Unibet operator Kindred has criticised the Swedish government’s plan to extend controls including a SEK500 (£439/€490/$580) deposit cap until June 2021, arguing that the policy goes against the intentions of the country’s 2018 Gambling Act.
The rules were initially set to expire at the end of the year, but this month the Government opened a consultation on their extension.
In its consultation response, Kindred pointed out that when the Swedish online gambling market was first opened at the start of 2019, the Government was opposed to limits applied across all players.
The new controls, it said, therefore amounted to a change of course – and one that has not been adequately justified.
“The government claimed at the introduction of the Gambling Act that general limits for the players were not an effective way to meet the need of protection,” it said. “Instead, they claimed that individual limits set by the players themselves was the right method.
“No facts on why the government now are acting in the opposite way has been presented.”
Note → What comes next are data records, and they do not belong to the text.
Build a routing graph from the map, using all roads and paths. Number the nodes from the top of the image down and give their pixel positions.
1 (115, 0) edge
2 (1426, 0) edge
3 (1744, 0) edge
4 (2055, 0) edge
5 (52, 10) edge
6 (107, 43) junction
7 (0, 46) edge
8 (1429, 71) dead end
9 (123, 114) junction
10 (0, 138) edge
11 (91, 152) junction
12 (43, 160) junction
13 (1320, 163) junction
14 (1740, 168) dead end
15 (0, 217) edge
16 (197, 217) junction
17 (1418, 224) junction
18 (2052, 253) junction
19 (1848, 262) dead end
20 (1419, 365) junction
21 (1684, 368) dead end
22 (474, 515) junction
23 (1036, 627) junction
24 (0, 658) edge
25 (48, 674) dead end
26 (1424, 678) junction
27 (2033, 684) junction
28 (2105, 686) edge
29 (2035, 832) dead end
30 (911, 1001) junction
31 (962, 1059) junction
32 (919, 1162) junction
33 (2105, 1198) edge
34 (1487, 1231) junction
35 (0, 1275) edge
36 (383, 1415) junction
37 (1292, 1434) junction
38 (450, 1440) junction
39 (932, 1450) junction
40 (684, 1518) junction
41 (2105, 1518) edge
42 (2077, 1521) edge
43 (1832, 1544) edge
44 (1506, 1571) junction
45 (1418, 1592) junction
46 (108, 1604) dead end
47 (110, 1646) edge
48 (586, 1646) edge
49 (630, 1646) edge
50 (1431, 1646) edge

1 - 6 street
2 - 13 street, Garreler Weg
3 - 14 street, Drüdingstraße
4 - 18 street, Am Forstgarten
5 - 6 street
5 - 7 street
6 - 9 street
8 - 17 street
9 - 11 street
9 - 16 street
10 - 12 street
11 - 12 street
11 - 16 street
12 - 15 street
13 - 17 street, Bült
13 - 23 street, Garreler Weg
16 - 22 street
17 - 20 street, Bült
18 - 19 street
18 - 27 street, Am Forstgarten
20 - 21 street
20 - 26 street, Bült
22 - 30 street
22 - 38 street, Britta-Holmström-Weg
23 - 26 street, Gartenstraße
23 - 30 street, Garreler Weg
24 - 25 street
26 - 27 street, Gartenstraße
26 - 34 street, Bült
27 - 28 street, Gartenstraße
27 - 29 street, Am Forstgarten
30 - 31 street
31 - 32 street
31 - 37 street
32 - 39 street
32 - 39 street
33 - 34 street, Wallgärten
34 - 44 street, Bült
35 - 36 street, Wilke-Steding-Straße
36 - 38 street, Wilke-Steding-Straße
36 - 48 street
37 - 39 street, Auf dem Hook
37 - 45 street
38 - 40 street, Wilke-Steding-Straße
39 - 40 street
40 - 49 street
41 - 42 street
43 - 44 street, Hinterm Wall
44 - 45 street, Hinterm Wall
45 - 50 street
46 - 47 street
The operator added that the Swedish government has still – seven months after the restrictions were first proposed – not provided any factual basis for their introduction.
“Support organisations, and others with knowledge of gambling and problem gambling, cannot account for any notable connections between the pandemic and an increase in problem gambling in Sweden at licensed Swedish operators,” it said.
Evidence the government could call upon simply did not exist, it suggested.
In addition, Kindred said “the government has not taken any measures” to ensure that players in Sweden play with licensed sites as opposed to unlicensed ones, which would not be subject to these limits. Earlier this month, a survey commissioned by regulator Spelinspektionen found that only 5% of Swedes knew how to check whether an operator is licensed.
“The government has two means to increase the share of gambling that are under Swedish control: to create fair conditions for gambling customers to choose to play at licensed operators, or to make the access to play at unlicensed operators more difficult,” it said. “The government does neither.”
Henrik Tjärnström, chief executive of the Kindred Group, said action by the government during the pandemic was detrimental to the goals of the Gambling Act.
“What we can see is a lower channelisation and an increased activity at unlicensed operators with zero consumer protection,” he said. “That is a step in the wrong direction, and it is not the gambling policy decided by the Swedish Parliament.”
Spelinspektionen has also responded to the consultation, calling the extension “reasonable”. However, operator association Branscheforenigen för Onlinespel (BOS) called for the measures to be withdrawn, pointing out that evidence has not emerged of a spike in problem gambling and arguing it both helped the black market and encouraged players to create accounts with more operators, therefore becoming harder to monitor.
Despite the controls being implemented from 2 July, online gambling revenue in Sweden increased both quarter-on-quarter and year-on-year to SEK3.69bn across sport and casino combined during the third quarter of 2020.